> _Exercise instructions_
Every line containing the string "Drive" should be returned from the records.

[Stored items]
:::::
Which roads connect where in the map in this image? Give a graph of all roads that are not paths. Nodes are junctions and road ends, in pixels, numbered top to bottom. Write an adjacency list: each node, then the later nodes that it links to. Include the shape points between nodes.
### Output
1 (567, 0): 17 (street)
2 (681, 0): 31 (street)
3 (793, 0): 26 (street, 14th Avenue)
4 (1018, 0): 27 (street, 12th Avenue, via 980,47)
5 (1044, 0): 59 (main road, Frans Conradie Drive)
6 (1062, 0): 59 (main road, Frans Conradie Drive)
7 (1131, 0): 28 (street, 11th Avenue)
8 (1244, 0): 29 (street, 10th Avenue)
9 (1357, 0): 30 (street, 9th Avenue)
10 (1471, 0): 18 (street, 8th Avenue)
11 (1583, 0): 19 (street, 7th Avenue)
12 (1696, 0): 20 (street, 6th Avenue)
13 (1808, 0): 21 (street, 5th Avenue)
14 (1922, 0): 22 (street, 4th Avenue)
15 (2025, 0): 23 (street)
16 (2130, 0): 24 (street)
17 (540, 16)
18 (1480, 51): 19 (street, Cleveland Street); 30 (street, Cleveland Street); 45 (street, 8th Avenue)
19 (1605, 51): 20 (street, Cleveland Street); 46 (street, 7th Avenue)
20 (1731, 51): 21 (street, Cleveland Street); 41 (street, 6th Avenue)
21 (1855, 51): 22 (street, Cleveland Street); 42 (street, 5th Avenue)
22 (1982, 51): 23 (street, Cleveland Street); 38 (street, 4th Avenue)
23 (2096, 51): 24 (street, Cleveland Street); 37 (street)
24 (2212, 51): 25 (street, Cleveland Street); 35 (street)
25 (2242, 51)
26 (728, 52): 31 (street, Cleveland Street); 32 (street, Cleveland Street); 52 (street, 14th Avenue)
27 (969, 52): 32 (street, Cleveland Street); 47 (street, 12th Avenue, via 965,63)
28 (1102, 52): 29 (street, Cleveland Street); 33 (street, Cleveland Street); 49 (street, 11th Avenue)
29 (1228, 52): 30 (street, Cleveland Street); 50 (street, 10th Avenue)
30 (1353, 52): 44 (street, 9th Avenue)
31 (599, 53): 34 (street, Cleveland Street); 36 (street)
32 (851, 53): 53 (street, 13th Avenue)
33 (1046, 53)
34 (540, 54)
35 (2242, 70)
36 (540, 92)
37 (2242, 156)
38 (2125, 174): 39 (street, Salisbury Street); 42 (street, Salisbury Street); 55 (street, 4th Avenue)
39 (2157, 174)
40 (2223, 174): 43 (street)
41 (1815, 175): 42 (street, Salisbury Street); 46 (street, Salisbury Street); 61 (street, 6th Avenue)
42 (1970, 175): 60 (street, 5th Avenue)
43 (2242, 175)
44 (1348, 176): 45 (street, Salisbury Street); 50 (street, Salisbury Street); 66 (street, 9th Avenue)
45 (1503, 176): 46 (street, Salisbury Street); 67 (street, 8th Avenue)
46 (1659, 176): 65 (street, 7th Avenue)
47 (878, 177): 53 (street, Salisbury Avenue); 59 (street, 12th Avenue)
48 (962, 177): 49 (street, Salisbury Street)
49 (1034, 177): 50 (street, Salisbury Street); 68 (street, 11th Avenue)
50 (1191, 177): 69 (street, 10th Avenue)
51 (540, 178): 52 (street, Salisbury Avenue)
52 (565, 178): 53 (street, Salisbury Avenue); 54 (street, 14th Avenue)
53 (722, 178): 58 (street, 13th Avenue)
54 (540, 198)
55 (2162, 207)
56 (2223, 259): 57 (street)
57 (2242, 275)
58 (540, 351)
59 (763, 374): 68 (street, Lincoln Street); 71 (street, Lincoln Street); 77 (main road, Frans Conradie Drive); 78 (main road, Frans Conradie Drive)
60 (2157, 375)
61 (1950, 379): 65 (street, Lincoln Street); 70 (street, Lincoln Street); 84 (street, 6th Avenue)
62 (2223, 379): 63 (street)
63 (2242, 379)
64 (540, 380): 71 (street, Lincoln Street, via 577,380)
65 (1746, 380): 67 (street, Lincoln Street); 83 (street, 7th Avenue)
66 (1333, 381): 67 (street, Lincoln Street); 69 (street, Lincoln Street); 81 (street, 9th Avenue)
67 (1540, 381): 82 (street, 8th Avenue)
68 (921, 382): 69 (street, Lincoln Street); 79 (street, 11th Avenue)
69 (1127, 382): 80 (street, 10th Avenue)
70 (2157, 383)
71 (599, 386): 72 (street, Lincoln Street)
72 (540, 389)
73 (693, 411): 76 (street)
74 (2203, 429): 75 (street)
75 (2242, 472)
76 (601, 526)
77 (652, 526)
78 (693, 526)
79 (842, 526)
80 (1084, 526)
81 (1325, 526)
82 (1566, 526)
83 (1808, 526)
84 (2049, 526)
:::::
> _Worked solution_
5 (1044, 0): 59 (main road, Frans Conradie Drive)
6 (1062, 0): 59 (main road, Frans Conradie Drive)
59 (763, 374): 68 (street, Lincoln Street); 71 (street, Lincoln Street); 77 (main road, Frans Conradie Drive); 78 (main road, Frans Conradie Drive)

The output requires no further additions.